Aportes nutricionales de la carne

  • Las fuentes de proteínas animales, como la carne y los demás productos de origen animal son fuentes completas de proteínas porque contienen todos los aminoácidos esenciales, mientras que las fuentes de proteínas vegetales se consideran incompletas, ya que carecen de uno o más de los aminoácidos esenciales.

 

  • La carne es un alimento, que aporta numerosos nutrientes y sus proteínas son altamente biodisponibles, lo que hace que podamos asimilar estos nutrientes y cubrir las necesidades del organismo.

 

  •  Las proteínas de origen animal son más adecuadas que las vegetales para mantener la masa muscular esquelética (Hartman el al. 2007; Van Vliet et al. 2015) o ganar masa muscular (Vliet et al. 2015).
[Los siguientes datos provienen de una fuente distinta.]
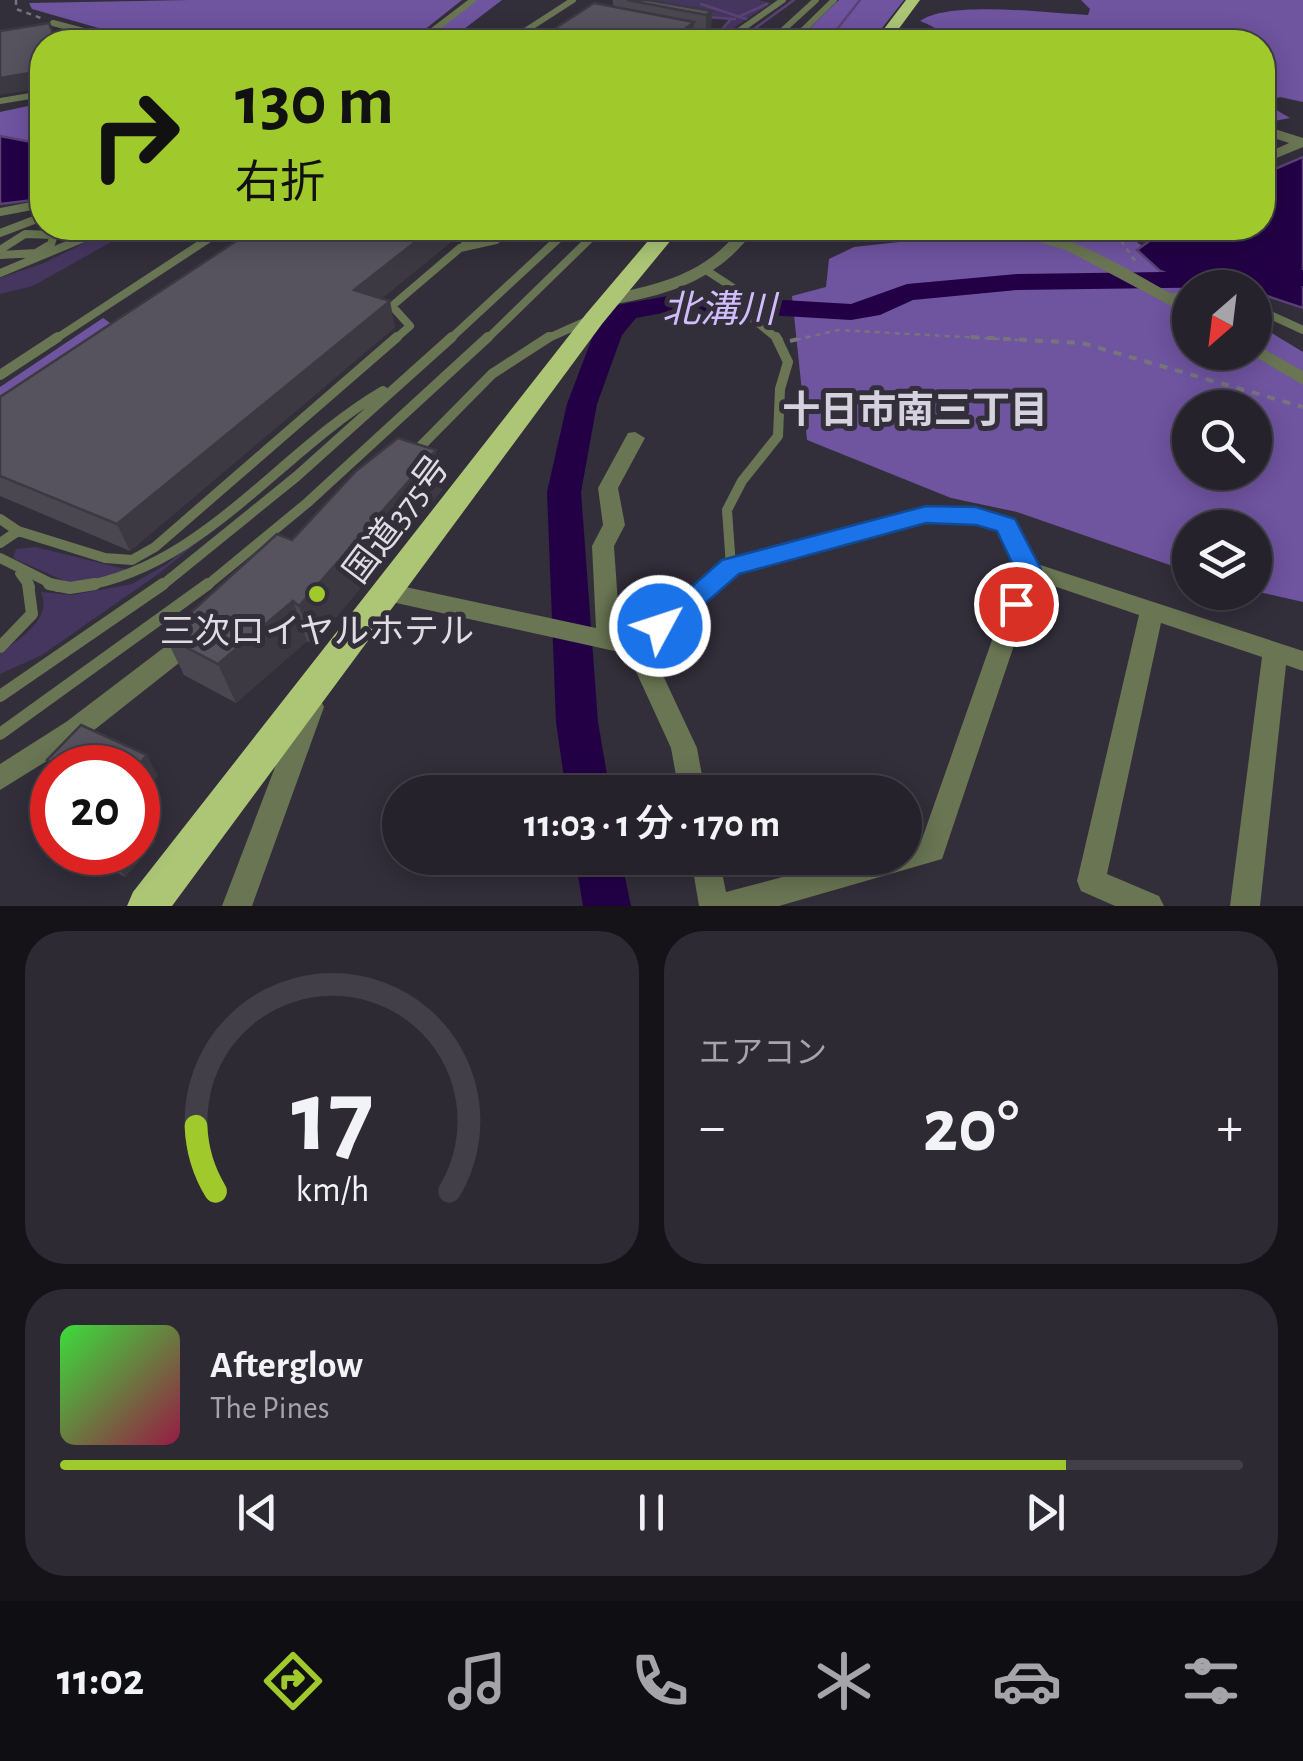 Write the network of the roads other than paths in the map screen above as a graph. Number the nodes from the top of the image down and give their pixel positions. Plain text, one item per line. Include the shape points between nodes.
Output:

En este sentido, Aubertin Leheudre et al. (2009), advirtieron que el vegetarianismo a largo plazo resultaba en una reducción de más de 4 kg de masa muscular esquelética en mujeres mayores comparado con una dieta omnívora.

 

  •  La carne aporta además numerosos minerales como el hierro, fósforo, zinc, potasio, selenio, magnesio, etc., que contribuyen a la formación normal de glóbulos rojos y de hemoglobina y al transporte normal de oxígeno, al mantenimiento de los huesos o al metabolismo normal de los macronutrientes.

 

  • La carne también aporta vitaminas, especialmente las del grupo B, como la B3, que ayuda a disminuir el cansancio y la fatiga, la B6, que contribuye a la formación normal de glóbulos rojos y la vitamina B12, que contribuye al proceso de división celular y al funcionamiento normal del sistema inmunitario. Esta última es especialmente importante ya que no se encuentra en alimentos de origen vegetal. De hecho, hay estudios (Celada et al. 2016) que aseguran que en España las necesidades de B6 y B12 están cubiertas gracias al consumo de productos cárnicos.